Bertolt Brecht captures it magnificently: ‘There are those who struggle for a day, and they are good. There are those who struggle for a year, and they are better. There are people who struggle for many years, and they are better still. But there are those who struggle all their lives: these are the indispensable ones.’ 

A close reading of our text leaves me with the indelible impression that the challenge of life-long struggle, of solidarity, of the occupancy of the barricades, is for our times. Following Brecht, the most basic of human vocations is to be on the barricades, it’s to be in the places of contestation, it’s to be in the places of struggle, it’s to be in the places of burgeoning hope, it’s to be in the places of resistance and resilience, and in places where we say loudly: No, not in my name!

From the pages, Albert bids us not be afraid of lifelong struggle, not to be afraid of using words to disrupt what is wrong, what does not favour justice. It is the only chance we have of making a difference.

James Lowell in the midst of the NYC race riots and as a protest against the American-Mexican war penned that hymn about the decisiveness of taking sides, opting for the poor or in Pope Francis’ words being a church of the poor for the poor. James Lowell wrote at that time, being the protester that he was, the intellectual giant that he was, the person of deep faith that he was, he wrote (and just excuse the gender-exclusive language):

Once to every man and nation
Comes the moment to decide,
In the strife of truth with falsehood,
For the good or evil side;
Some great cause, God's new Messiah,
Offering each the bloom or blight,
And the choice goes by forever
Twixt that darkness and that light.

Then to side with truth is noble,
When we share her wretched crust,
Ere her cause bring fame and profit,
And 'tis prosperous to be just;
Then it is the brave man chooses
While the coward stands aside,
Till the multitude make virtue
Of the faith they had denied.

As I read what was written in this book, intuited what was not written and interpreted the spaces in between, I began to feel that part of Albert’s gift (and re-reading Jesus Before Christianity underlined this) was the challenge to do the heavy lifting theologically, and to excavate for our moment in history those dangerous memories that keep our anger at human wrong alive, that keep us seething – and beginning with that anger, to hold tentatively at the same time a struggling narrative of hope.
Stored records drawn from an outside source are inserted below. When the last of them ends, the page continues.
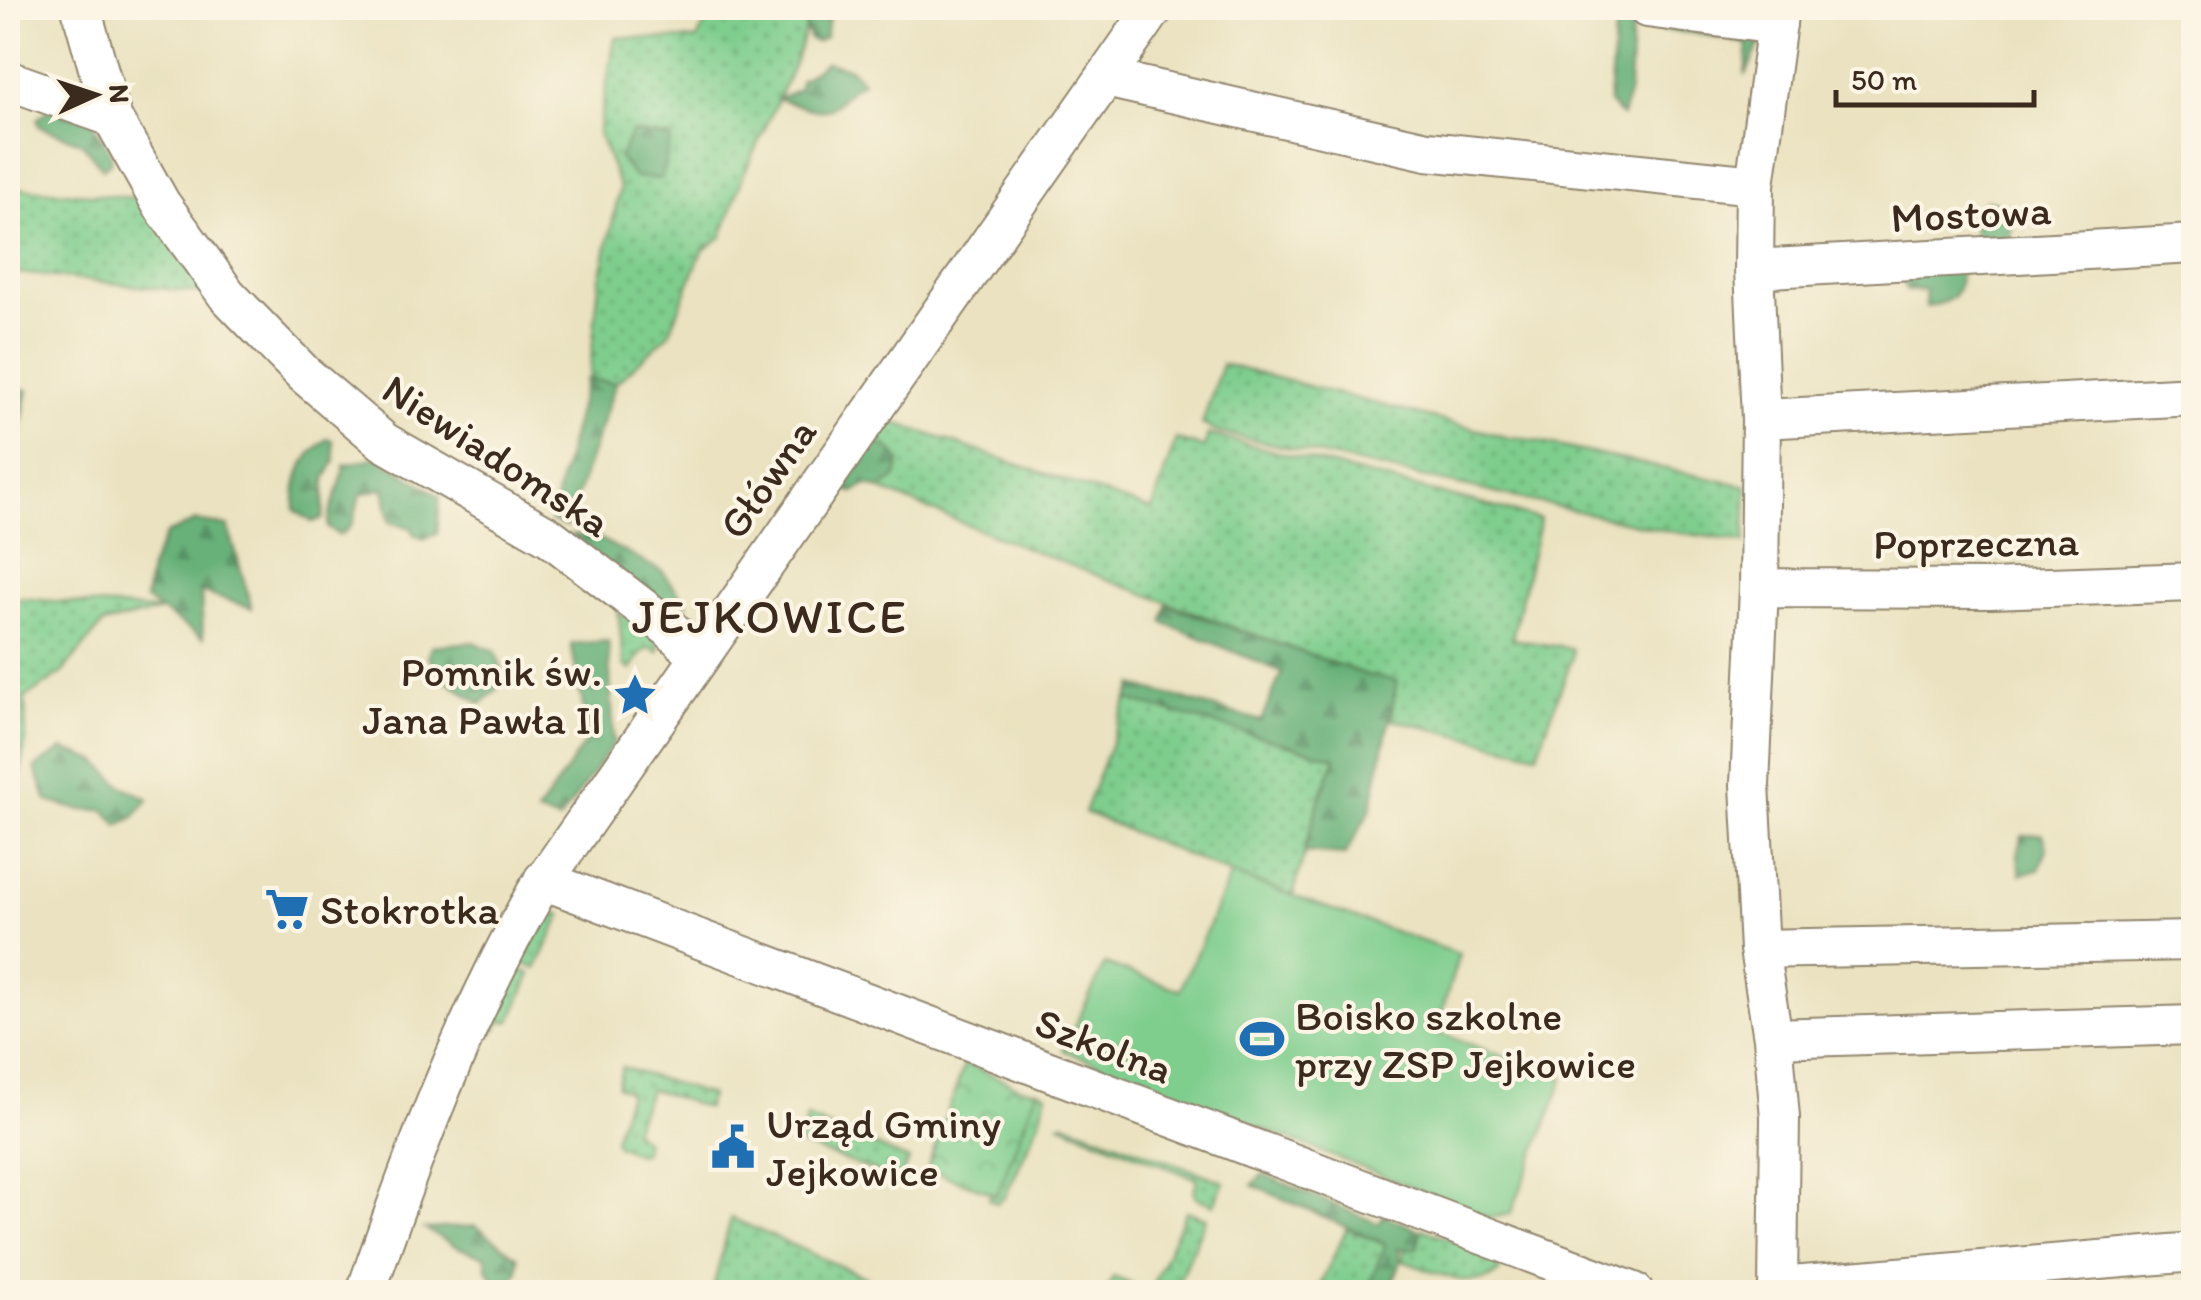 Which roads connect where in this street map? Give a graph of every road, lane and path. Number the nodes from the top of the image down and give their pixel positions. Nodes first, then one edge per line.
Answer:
1 (80, 8) edge
2 (1154, 8) edge
3 (1647, 8) edge
4 (1778, 16) edge
5 (1107, 75) junction
6 (8, 80) edge
7 (112, 117) junction
8 (1755, 185) junction
9 (2194, 244) edge
10 (1754, 268) junction
11 (2194, 396) edge
12 (1761, 419) junction
13 (2194, 582) edge
14 (1758, 588) junction
15 (698, 656) junction
16 (543, 880) junction
17 (2194, 941) edge
18 (1759, 949) junction
19 (2194, 1025) edge
20 (1773, 1038) junction
21 (2194, 1252) edge
22 (1778, 1290) edge
23 (366, 1292) edge
24 (1634, 1292) edge

1 - 7 street, Niewiadomska
2 - 5 street, Główna
3 - 4 street
4 - 8 street
5 - 8 street
5 - 15 street, Główna
6 - 7 street
7 - 15 street, Niewiadomska
8 - 10 street
9 - 10 street, Mostowa
10 - 12 street
11 - 12 street
12 - 14 street
13 - 14 street, Poprzeczna
14 - 18 street
15 - 16 street, Główna
16 - 23 street, Główna
16 - 24 street, Szkolna
17 - 18 street
18 - 20 street
19 - 20 street
20 - 22 street
21 - 22 street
St Augustine had written centuries before that ‘hope has two beautiful daughters- their names are anger and courage. Anger at the way things are, and courage to see that they do not remain that way’.

Here, I want to believe, is a clue to Albert’s theology, here is the strand that runs throughout this book. The excavation must find the theology, the pastoral practices that are not the story of the victors and thus the recorders of history, as Marcuse put it. The theology that turns upside down the belief that the way things are for the victors of our struggles are in fact the way things should be. It is blatantly not so. Everything is not right, everything is not just, and we see the litany of those injustices and betrayals of human decency all around us every day in this country that was so courageously fought for.
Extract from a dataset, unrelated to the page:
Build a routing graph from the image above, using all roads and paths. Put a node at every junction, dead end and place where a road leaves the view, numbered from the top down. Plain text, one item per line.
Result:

We need to heed Albert’s challenge to retrieve those ‘dangerous memories’ – those subversive memories of the victims of history. Kept alive by the narrative retelling of communities who witnessed the lives, struggles and deaths of the defeated, these unofficial memories [and this for me is the point of hope] keep the possibility open that reality, institutions and societies could be other than they are currently.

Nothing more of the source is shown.